Your assignment
Pull out every line below containing the word "Reverend".
━━━━
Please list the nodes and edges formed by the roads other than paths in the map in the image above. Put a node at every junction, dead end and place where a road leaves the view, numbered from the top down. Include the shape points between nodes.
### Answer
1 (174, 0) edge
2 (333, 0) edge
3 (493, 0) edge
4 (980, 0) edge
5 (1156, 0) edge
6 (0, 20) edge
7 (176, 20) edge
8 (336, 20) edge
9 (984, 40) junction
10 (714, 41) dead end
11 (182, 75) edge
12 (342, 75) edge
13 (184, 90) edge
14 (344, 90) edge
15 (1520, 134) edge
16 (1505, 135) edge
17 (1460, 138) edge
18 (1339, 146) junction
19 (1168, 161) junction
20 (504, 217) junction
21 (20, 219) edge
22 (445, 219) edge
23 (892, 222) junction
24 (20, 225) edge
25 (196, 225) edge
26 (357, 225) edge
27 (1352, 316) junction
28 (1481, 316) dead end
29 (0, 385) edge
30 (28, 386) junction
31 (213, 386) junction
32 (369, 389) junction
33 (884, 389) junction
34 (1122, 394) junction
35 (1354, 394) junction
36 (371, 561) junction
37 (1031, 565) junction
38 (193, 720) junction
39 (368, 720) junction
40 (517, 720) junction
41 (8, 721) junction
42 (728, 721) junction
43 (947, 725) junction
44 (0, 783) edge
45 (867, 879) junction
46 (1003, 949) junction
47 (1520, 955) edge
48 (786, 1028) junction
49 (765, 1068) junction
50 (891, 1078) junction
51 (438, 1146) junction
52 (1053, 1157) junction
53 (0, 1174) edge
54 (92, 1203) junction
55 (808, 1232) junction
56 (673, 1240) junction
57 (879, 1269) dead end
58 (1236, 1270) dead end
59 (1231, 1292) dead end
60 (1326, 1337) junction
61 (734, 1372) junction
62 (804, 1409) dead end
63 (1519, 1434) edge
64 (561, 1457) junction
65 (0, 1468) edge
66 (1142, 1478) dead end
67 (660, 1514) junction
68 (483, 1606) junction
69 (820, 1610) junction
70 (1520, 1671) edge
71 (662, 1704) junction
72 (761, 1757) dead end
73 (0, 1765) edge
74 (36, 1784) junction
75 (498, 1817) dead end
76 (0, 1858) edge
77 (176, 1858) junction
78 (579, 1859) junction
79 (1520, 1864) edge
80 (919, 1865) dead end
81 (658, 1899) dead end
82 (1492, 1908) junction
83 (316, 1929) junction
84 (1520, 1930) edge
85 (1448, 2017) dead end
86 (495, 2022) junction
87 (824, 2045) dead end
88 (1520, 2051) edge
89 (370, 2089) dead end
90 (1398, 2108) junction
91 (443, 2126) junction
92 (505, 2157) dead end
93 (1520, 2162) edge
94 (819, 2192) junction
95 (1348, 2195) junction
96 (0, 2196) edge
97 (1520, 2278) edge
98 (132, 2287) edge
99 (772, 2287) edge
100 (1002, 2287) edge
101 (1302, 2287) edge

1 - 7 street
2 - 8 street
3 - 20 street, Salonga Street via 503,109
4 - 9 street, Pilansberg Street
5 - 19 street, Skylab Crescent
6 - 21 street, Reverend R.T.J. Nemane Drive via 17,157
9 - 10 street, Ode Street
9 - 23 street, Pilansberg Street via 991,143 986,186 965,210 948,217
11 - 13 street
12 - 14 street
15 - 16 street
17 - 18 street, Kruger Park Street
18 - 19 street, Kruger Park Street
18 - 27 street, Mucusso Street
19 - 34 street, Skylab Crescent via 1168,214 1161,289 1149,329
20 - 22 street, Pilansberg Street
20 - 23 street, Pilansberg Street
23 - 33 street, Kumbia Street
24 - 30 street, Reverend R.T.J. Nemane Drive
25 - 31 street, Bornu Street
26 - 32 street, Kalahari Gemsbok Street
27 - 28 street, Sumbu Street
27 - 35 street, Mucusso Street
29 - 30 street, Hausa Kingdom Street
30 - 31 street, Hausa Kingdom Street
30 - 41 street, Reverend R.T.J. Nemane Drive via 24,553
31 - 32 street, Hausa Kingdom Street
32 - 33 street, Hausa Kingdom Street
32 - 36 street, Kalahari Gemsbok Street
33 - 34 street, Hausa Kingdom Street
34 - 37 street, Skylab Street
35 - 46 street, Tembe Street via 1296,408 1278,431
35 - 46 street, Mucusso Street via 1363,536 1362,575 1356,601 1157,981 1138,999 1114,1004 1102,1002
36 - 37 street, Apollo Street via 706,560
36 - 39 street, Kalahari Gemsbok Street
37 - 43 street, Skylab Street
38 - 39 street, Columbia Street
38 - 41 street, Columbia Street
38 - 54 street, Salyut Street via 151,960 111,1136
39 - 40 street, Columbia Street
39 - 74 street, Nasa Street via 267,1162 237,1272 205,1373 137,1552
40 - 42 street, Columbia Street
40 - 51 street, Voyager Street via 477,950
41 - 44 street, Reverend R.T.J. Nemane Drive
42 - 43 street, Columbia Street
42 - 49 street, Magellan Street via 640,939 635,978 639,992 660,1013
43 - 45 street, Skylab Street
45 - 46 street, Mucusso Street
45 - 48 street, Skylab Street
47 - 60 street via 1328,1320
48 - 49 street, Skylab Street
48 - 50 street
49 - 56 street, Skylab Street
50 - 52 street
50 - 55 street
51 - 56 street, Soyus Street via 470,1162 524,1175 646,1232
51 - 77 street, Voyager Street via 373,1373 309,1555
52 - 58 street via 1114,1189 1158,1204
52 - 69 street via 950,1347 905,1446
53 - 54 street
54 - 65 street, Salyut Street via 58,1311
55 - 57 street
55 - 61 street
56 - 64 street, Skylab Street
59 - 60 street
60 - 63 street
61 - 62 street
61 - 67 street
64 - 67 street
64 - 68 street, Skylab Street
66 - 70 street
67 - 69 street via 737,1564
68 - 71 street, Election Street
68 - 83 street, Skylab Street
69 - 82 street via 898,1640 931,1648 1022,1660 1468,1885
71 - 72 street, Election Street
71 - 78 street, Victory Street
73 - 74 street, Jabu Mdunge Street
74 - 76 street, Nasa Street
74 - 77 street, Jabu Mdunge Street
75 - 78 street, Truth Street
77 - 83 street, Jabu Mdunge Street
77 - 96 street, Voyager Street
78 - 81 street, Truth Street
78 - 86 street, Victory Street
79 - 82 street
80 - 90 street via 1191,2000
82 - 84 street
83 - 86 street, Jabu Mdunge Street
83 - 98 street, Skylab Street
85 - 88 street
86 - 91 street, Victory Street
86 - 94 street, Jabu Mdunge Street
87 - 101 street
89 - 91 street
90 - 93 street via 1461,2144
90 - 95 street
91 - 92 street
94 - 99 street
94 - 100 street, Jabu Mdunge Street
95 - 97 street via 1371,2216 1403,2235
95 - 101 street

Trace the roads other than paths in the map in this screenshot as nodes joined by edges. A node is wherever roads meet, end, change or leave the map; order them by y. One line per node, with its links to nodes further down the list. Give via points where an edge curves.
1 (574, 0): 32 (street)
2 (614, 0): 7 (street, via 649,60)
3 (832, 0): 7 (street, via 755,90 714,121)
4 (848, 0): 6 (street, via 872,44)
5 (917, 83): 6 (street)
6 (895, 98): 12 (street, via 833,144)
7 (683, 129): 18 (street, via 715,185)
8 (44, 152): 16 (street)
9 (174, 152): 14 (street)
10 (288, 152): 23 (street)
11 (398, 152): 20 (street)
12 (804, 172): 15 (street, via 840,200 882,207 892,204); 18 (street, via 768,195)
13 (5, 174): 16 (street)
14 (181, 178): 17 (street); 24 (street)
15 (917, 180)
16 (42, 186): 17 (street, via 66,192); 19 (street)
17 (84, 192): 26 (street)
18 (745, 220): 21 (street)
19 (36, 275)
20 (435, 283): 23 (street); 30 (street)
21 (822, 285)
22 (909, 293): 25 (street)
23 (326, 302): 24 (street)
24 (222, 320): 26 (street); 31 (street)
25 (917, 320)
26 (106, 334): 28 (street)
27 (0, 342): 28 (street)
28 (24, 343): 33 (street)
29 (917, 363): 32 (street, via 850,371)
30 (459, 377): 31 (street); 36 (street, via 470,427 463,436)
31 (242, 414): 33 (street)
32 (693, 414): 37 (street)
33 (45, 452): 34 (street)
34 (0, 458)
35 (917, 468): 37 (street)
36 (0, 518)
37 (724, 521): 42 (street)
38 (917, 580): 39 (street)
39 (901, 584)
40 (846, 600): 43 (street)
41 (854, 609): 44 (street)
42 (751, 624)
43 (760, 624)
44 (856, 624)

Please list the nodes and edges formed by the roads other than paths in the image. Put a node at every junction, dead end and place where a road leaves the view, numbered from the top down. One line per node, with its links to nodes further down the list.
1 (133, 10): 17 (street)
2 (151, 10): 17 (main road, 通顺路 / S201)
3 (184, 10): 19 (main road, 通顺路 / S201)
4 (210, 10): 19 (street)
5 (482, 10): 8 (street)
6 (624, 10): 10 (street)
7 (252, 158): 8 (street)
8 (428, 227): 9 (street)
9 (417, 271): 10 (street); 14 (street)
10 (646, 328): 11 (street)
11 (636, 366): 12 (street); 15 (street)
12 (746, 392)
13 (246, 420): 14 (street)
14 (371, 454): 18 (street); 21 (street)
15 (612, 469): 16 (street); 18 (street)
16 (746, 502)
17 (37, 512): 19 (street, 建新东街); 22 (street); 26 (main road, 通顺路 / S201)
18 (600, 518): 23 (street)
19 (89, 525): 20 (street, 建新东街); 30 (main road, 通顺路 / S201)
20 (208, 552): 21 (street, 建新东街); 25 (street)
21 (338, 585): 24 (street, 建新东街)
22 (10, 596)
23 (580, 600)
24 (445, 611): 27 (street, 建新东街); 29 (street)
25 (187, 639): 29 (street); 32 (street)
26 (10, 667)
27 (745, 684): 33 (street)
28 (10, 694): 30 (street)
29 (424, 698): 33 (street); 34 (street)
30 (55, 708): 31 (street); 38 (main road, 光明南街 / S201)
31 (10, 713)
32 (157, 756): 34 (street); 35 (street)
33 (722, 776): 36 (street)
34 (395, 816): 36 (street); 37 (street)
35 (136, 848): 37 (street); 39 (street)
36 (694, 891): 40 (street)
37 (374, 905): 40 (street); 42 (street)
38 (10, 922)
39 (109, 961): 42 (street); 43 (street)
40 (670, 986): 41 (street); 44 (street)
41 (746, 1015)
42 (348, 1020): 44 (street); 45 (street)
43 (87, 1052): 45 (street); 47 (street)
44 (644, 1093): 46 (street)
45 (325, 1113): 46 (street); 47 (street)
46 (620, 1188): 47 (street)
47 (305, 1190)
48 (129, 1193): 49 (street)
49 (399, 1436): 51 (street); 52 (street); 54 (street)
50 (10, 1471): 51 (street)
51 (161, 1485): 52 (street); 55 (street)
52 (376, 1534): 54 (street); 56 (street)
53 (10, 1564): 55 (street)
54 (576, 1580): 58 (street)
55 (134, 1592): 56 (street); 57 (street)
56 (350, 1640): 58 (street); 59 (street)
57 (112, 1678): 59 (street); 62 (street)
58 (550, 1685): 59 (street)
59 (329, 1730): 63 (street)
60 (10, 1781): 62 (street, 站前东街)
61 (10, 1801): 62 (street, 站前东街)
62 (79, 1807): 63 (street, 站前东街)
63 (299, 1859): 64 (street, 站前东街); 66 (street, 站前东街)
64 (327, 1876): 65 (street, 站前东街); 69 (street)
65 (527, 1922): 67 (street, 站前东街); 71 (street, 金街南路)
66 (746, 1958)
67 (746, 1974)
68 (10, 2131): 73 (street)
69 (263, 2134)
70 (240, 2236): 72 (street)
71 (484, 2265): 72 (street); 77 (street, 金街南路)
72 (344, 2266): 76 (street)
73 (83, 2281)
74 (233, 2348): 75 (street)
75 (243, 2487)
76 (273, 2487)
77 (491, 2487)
━━━━
Answer area
6 - 21 street, Reverend R.T.J. Nemane Drive via 17,157
24 - 30 street, Reverend R.T.J. Nemane Drive
30 - 41 street, Reverend R.T.J. Nemane Drive via 24,553
41 - 44 street, Reverend R.T.J. Nemane Drive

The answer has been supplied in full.